Rod Oram, business journalist and professor of business at Unitec, presented a possible scenario for New Zealand in his keynote address at the IBM Insight Forum 2009 in Auckland on Thursday. “Twenty years from now, a Kiwi, Prof Min Te Tua, wins the Nobel prize for her work on M3 – based on her research on building small, entrepreneurial global companies,” he said, of his fictional scenario.
In Oram’s vision for this country there are 30 of these “mini-multinationals” in 2029, all based in New Zealand and listed in stock exchanges across the globe.
With his scenario, the rise of the mini-multinationals was facilitated by Min’s research, with the help of the Icehouse at the University of Auckland.
2029 also marks the year New Zealand joins the top of the OECD countries and Auckland ranks third in Fortune’s best global places to live and do business in, he states.
To achieve this, or something similar, Oram, says New Zealand needs to “think differently” and harness the talent, resources and uniqueness of the country and its people.
With this imagined research paper, presented by (the hypothetical) Min, Oram postulates on the M3 Centre attracting global attention.
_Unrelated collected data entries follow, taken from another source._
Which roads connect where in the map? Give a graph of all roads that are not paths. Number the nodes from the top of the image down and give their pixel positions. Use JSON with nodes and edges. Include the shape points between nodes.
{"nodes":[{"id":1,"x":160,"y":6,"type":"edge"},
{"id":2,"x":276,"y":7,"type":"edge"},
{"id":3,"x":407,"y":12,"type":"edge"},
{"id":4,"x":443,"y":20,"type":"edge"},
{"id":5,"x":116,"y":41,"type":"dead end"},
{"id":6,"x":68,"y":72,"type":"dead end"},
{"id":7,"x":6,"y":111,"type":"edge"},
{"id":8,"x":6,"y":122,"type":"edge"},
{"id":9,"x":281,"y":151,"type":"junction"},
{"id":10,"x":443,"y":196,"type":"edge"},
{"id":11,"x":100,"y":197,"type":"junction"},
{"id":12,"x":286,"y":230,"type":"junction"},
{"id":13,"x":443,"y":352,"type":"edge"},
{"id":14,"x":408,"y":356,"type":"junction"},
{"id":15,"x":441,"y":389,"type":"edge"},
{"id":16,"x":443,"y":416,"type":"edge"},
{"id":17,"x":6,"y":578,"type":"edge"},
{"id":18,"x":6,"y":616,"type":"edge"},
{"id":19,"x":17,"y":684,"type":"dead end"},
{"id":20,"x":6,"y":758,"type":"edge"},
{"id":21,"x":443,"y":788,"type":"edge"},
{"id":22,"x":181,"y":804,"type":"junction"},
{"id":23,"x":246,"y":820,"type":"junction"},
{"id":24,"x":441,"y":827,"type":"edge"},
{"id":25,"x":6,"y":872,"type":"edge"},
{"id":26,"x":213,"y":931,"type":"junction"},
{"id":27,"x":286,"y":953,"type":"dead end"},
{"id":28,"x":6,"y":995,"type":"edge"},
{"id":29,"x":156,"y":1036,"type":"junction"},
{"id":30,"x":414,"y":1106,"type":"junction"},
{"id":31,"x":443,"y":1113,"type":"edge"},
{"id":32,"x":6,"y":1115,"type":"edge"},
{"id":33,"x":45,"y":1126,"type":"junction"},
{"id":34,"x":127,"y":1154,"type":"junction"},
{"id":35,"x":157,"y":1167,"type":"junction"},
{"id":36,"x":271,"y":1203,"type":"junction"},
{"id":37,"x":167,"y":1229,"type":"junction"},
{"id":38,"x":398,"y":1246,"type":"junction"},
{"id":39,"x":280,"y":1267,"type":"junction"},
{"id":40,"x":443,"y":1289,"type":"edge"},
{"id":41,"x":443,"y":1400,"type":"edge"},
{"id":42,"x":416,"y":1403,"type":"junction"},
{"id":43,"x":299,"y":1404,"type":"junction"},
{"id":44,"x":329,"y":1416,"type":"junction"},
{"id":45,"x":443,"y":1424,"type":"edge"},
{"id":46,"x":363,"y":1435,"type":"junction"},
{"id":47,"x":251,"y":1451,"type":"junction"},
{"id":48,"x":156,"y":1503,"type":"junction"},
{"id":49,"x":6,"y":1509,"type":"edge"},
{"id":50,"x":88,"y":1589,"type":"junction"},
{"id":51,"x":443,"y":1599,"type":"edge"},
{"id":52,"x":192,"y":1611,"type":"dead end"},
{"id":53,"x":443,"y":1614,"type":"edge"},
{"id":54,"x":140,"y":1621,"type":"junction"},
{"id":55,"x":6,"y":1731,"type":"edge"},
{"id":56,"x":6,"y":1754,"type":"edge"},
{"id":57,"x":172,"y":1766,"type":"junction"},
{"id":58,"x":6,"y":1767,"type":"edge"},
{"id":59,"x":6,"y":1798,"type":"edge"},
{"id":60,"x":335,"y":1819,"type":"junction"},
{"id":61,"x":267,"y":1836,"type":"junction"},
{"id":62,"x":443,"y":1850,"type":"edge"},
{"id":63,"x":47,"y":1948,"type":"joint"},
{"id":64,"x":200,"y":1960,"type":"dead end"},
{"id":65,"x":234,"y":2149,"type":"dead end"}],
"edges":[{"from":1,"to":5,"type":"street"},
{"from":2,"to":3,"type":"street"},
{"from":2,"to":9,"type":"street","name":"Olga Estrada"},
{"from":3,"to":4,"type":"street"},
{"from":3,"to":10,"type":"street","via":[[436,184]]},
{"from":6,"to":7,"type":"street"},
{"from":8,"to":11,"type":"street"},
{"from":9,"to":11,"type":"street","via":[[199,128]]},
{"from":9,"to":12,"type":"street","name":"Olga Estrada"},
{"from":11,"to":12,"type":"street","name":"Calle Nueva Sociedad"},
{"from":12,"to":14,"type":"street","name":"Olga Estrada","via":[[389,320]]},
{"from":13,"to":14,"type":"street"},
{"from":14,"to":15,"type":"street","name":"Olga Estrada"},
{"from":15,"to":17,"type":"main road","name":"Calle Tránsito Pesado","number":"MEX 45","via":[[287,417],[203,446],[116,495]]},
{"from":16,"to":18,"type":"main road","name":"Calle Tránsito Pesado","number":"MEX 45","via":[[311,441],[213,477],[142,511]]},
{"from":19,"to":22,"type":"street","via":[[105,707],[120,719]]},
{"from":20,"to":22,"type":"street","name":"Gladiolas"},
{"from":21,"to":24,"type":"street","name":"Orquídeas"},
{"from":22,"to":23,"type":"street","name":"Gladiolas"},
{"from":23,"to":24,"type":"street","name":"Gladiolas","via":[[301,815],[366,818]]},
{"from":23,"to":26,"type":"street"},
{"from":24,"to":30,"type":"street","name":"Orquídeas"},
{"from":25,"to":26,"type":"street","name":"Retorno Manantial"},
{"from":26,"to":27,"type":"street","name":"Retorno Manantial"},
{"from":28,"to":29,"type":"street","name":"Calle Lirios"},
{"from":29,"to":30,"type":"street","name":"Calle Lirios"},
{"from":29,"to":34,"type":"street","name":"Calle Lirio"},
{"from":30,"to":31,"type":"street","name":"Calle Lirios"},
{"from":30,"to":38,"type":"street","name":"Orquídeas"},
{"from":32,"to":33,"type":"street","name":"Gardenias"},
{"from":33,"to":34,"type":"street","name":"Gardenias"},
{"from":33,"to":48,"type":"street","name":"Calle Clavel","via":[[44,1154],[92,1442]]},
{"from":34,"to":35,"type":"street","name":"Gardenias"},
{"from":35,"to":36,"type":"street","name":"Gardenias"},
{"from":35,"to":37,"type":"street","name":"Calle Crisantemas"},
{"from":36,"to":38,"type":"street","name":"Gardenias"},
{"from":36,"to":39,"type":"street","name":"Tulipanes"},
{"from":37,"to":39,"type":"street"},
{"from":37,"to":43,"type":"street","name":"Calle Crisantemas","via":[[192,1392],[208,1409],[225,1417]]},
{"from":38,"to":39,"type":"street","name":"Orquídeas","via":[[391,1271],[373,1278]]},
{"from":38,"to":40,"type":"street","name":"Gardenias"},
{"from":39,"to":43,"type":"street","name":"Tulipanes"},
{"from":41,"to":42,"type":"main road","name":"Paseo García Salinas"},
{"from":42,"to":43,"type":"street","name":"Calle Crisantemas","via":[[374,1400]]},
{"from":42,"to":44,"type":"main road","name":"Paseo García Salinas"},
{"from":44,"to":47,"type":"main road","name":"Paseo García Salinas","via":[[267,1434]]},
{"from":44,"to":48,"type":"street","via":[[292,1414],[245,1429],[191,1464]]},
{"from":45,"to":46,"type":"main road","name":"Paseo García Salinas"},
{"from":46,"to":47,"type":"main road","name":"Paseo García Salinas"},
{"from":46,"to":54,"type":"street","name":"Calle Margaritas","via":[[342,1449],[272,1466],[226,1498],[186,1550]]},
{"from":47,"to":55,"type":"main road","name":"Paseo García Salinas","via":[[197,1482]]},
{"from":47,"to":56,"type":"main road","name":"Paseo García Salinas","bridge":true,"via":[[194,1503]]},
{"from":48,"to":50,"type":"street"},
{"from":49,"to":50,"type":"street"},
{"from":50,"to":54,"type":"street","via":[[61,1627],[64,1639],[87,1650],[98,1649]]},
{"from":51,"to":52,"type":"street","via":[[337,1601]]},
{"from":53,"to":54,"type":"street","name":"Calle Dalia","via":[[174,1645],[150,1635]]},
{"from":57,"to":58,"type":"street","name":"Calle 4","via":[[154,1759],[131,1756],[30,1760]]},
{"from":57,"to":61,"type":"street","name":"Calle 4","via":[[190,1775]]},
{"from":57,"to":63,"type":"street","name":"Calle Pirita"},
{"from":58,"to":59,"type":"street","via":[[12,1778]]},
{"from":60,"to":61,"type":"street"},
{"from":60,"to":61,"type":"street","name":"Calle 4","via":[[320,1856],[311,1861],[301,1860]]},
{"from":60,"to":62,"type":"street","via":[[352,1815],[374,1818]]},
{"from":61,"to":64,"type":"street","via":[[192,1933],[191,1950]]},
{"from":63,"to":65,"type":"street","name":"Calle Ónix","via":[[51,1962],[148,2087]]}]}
Oram’s construction of Min’s fictional Nobel prize states that her work was “characterised by its intellectual rigours, its creativity, its practicality and its accessibility to people and above all, by its profound and fresh insights into the human relationships at the heart of economic and social progress”.
He went on to present a scenario of New Zealand recovering from the “global collapse of 2009 to 2012”, by providing “truly inspired products and services” that offer unique value born out of New Zealand’s background of using science, innovation and creativity.
For instance, he says New Zealand could become specialised commodity farmers for the world, concentrating on the “very high-end of the primary sector”, such as with lacto pharmaceuticals.
The country will also have to apply “very smart strategies for international markets”, with differing strategies for different markets.
Oram believes that with astute management skills, New Zealand could bring together people, technology and money to create a brighter future. At the same time, the country needs to work to develop the confidence and skills needed to collaborate with partners and customers across the world.
Change management imperatives
Change management and business transformation are key themes tackled in this year’s forum. Ross Pearce, IBM Global Business Service, says enterprises have to manage a range of changes that can not be stopped.
These top three changes are that the world is getting: smaller and flatter due to pervasive communications and connections; riskier with more complex systems and a rising gap between massive information databases and how to use them effectively; and smarter, with more interconnected and intelligent systems.
Pearce draws from the results of a global survey on change management in which he names four components of change. When combined, he says, they helped enterprises attain an 80 percent success rate in projects.
These are: real insights of the change management challenge; solid methods or consistent use of a set of tools or a change management framework across the organisation; skills and capability that include professional change managers who are sourced internally or externally; and the right investment. It is important to allocate sufficient financial resources to the change management efforts, says Pearce.
Dr Claire Barber, strategic engagement leader at IBM, spoke further on the challenge of “business transformation”.
She says successful business transformation requires more than a plan, it requires capability, a method and substantial investments.
Key features include having executive sponsorship, clear target outcomes and a realistic view of the costs and risks of the project.
She says executive sponsorship means having more than just your name listed in the steering committee. As with a boat, the steering committee sets the direction and she says a lot of the executive sponsors don’t do that. They act more like “traffic wardens of change”, or do crisis intervention.
“That is not executive sponsorship and will not let you achieve organisational transformation,” she says. “Transformation on paper is a waste.”